On the campaign trail, President-elect Donald Trump declared that America needs a health system that will “take care of everybody,” not just those who can “pay for it.”

It’s easy to understand why tens of millions of Americans — of both parties — agree with this basic moral sentiment. Every major faith tradition teaches that we should help “the least of these.”

Kevin B. Kimble

Credit: Handout

icon to expand image

Credit: Handout

Turning that promise into reality is easier said than done, of course. But it can be done — and both parties actually agree on one of the best places to start: reining in the power of the pharmacy benefit managers.

PBMs are middlemen in the drug supply chain. In theory, they help insurance companies negotiate bulk discounts and rebates on medicines. But in practice, PBMs have distorted the system to enrich themselves, jacking up drug prices while delivering few tangible benefits to patients.

Today, just three PBMs — CVS Caremark, Express Scripts and OptumRx — control 80% of prescription drug sales in America. This concentration of market power would be concerning enough on its own. But the real problem is in the incentives. PBMs make more money when drug prices are higher, not lower. They negotiate rebates from drug manufacturers, then pocket much of the savings instead of passing them on to patients at the pharmacy counter. The higher the list price, the bigger the rebate, the larger their profit.

The Federal Trade Commission recently took notice of the problem. Its recent lawsuit against these three PBMs for inflating insulin prices reveals the human cost of this broken system. And it’s not hitting all Americans equally. The same communities that have historically faced barriers to health care access — Black, Hispanic and Native Americans — are bearing the brunt of these inflated prices.

The data tells the story. Diabetes, a disease requiring constant medication, is 60% more common in Black adults than in white Americans. Hispanic Americans face a nearly identical increased risk. Native Americans have the highest diabetes rates of any racial group in the country. When insulin becomes unaffordable, these communities suffer first and worst. It’s not surprising that Black Medicare beneficiaries are two times more likely to skip filling prescriptions because of cost.

This is how systemic inequities compound. A broken market mechanism leads to inflated prices, which disproportionately impact communities of color, which leads to worse health outcomes, which creates economic instability through medical debt and lost work days, which makes it even harder to afford medication. The cycle continues, transforming a market failure into a driver of racial health disparities.

We often talk about racism in health care as if it’s primarily about individual bias. But the PBM system shows how neutral-seeming market structures can perpetuate and deepen racial inequities. The system isn’t failing; it’s operating exactly as its incentives dictate. Those incentives just happen to be perfectly aligned against the interests of patients, particularly patients of color.

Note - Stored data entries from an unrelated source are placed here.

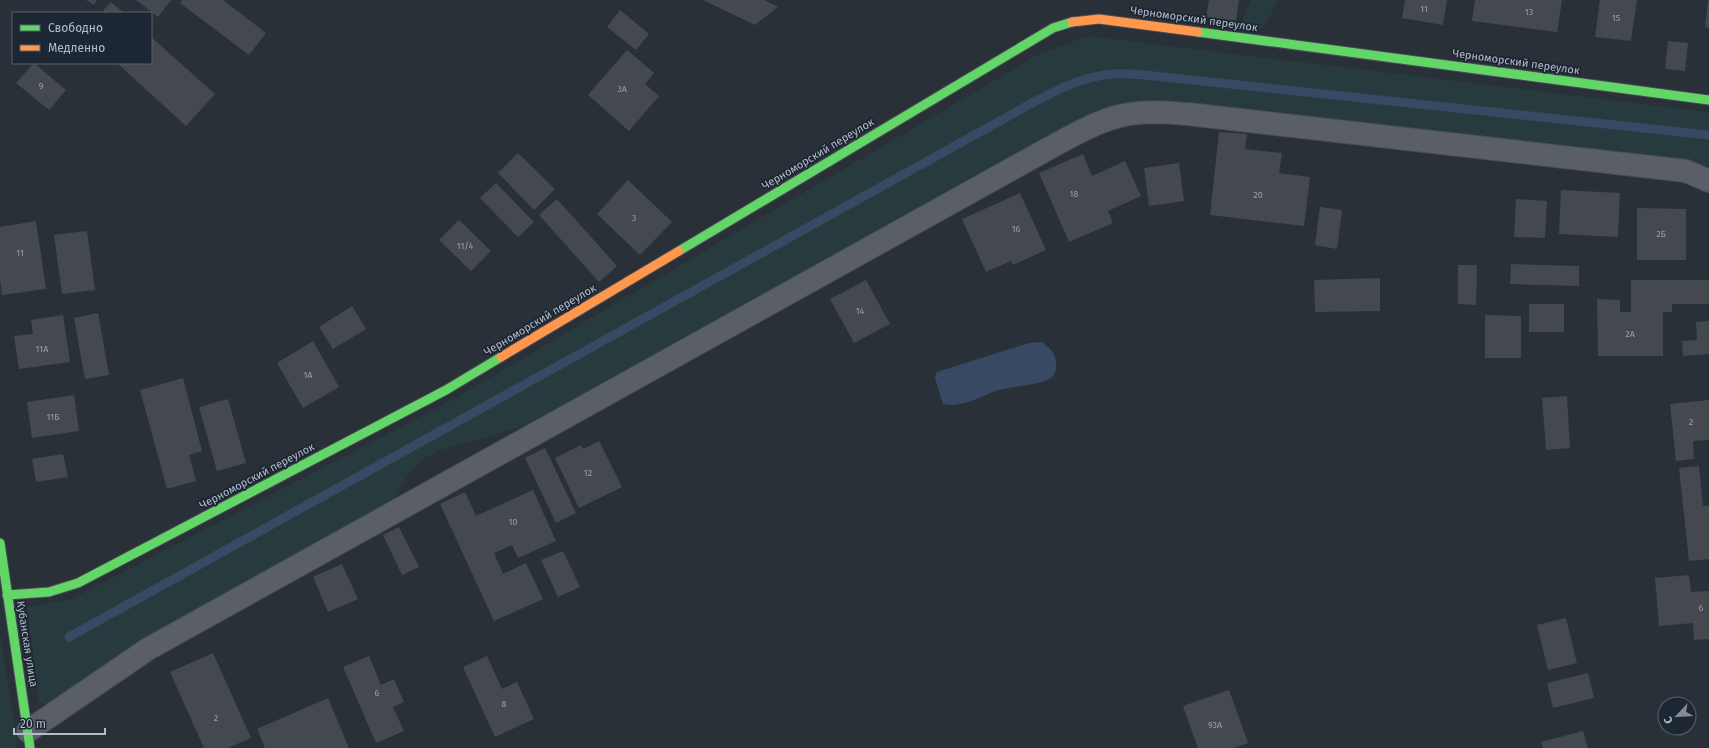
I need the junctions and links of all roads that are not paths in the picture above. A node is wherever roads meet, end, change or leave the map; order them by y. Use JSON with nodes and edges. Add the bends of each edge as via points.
{"nodes":[{"id":1,"x":1709,"y":100,"type":"edge"},
{"id":2,"x":1709,"y":181,"type":"edge"},
{"id":3,"x":0,"y":543,"type":"edge"},
{"id":4,"x":7,"y":595,"type":"junction"},
{"id":5,"x":29,"y":740,"type":"edge"}],
"edges":[{"from":1,"to":4,"type":"street","name":"Черноморский переулок","via":[[1098,19],[1067,23],[1053,28],[446,390],[78,583],[50,592]]},
{"from":2,"to":5,"type":"street","via":[[1686,171],[1188,114],[1138,113],[1118,117],[1090,127],[1053,146],[154,645]]},
{"from":3,"to":4,"type":"street","name":"Кубанская улица"},
{"from":4,"to":5,"type":"street","name":"Кубанская улица"}]}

But change is within reach. Congress is poised to act, with two critical bills on the table that would rein in PBM practices and lower drug costs for Medicare patients.

These proposed reforms target the core issues driving up drug prices. One bill aims to restructure how PBMs make money, removing their incentive to steer patients toward more expensive medications. This would force PBMs to compete based on the value they provide to patients and the health care system, not on how much they can inflate prices.

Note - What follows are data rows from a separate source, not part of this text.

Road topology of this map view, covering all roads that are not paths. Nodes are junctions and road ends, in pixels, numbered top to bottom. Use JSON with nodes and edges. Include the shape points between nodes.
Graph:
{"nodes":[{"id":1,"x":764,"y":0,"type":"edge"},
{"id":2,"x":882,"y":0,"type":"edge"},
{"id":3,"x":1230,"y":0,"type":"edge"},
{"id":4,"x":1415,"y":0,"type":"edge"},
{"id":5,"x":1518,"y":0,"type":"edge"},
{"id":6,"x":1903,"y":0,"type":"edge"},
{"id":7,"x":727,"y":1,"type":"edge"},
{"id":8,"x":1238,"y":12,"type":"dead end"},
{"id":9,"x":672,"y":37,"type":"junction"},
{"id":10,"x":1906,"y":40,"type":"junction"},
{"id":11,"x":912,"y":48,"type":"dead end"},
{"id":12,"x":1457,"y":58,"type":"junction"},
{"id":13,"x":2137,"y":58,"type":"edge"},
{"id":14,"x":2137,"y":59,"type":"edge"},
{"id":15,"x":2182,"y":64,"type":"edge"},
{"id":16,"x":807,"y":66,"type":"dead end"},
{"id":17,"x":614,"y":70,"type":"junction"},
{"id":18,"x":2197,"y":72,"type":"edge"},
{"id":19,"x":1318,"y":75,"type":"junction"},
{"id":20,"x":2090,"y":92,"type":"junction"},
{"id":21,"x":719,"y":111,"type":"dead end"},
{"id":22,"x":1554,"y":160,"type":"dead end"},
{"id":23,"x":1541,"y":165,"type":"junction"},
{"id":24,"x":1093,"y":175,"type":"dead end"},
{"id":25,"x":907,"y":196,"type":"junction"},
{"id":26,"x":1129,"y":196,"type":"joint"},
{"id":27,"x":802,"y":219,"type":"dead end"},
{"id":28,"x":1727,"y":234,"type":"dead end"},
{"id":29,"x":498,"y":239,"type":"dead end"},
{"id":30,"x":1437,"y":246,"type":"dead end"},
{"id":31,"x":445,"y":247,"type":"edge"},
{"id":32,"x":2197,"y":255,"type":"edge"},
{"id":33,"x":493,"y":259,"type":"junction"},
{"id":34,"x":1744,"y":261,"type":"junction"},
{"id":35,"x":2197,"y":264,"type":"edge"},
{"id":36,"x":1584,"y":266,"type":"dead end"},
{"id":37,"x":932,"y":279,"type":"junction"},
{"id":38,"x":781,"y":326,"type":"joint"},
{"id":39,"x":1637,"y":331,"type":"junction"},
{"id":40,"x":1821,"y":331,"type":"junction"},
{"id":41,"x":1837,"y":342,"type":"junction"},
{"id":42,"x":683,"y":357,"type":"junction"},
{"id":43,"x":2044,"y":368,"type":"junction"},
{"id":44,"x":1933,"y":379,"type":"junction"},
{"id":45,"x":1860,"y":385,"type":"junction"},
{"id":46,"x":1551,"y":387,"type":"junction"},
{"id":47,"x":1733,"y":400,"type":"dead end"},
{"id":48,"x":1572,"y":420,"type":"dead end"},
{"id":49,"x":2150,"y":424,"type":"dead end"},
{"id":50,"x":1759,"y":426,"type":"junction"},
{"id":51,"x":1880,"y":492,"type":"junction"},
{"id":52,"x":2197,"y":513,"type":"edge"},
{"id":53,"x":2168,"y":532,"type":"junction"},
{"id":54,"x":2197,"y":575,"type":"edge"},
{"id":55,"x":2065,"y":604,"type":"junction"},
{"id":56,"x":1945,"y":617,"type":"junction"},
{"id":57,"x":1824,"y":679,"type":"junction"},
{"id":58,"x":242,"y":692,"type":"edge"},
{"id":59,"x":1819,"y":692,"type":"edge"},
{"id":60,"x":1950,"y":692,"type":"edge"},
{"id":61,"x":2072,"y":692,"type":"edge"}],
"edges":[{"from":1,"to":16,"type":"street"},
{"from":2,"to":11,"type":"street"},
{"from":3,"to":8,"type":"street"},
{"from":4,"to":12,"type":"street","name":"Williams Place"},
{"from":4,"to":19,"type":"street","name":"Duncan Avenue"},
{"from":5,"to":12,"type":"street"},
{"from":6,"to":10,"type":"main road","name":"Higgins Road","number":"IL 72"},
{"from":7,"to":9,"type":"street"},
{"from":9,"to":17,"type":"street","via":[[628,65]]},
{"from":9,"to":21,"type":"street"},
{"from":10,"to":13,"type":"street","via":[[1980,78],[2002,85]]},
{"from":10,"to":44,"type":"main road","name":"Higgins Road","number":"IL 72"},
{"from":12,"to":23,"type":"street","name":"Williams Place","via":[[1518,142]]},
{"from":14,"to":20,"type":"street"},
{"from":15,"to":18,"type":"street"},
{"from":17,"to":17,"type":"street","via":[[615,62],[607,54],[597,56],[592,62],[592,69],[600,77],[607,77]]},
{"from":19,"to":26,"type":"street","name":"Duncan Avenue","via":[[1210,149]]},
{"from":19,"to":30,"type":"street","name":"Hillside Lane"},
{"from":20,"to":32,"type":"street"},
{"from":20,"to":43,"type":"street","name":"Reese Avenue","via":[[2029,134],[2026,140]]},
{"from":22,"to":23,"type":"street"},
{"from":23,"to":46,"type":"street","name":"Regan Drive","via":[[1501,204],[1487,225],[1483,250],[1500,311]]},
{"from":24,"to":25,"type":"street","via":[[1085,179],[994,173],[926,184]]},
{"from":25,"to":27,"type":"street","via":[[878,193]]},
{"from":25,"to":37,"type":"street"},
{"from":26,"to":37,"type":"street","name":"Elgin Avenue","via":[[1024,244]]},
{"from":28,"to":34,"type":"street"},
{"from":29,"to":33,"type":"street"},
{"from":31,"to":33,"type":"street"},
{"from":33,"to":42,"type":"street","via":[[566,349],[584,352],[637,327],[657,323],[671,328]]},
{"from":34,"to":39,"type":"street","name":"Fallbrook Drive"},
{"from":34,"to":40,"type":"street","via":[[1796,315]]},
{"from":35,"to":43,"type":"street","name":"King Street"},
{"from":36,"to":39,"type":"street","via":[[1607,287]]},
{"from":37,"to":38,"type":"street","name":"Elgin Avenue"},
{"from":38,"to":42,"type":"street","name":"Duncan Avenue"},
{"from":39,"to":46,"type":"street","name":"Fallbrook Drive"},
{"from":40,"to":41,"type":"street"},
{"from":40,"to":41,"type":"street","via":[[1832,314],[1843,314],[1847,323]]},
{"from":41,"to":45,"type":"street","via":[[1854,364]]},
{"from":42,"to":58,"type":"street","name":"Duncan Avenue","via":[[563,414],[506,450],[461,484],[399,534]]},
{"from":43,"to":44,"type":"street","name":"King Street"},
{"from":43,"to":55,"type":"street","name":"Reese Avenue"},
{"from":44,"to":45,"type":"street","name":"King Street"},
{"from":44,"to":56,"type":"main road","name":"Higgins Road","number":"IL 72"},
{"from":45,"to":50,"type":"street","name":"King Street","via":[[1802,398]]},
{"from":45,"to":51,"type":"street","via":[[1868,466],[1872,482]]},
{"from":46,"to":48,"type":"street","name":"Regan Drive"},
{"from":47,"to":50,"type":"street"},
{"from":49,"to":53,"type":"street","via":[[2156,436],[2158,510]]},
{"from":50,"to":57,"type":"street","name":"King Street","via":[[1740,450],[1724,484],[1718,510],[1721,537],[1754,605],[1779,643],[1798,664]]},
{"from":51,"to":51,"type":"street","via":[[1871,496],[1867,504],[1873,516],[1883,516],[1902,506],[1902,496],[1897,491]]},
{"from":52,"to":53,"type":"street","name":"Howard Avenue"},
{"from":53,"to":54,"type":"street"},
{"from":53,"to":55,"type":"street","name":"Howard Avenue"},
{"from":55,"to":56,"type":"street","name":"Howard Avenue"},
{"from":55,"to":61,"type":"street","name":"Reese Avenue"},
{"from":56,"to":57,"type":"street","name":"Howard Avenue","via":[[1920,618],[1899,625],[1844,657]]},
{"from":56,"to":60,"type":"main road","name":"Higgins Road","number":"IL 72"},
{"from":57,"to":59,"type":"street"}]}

Another crucial element of these reforms would ensure that the discounts PBMs negotiate actually reach patients. By requiring PBMs to pass along a significant portion of these savings at the pharmacy counter, we can directly reduce out-of-pocket costs for those struggling to afford their medications.

These bills present an opportunity to advance health equity. They would increase transparency, eliminate perverse incentives and ensure savings reach patients. For Americans of color rationing insulin or skipping cancer treatments, these changes could mean the difference between life and death.

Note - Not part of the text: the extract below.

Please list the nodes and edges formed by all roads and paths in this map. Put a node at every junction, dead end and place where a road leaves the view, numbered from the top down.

The lame-duck session of Congress is our moment. Now that the divisive election is over, PBM reform stands out as a rare bipartisan area of agreement. Both parties recognize the need to lower drug costs. By acting this year, Congress can prove our political system can still deliver for the people.

Of course, critics will claim regulating PBMs could “disrupt” the market. But for communities of color, the market is already broken. We need a health care system that prioritizes patient health over corporate profits.

Kevin B. Kimble is the founder and executive director of the Southern Christian Leadership Global Policy Initiative.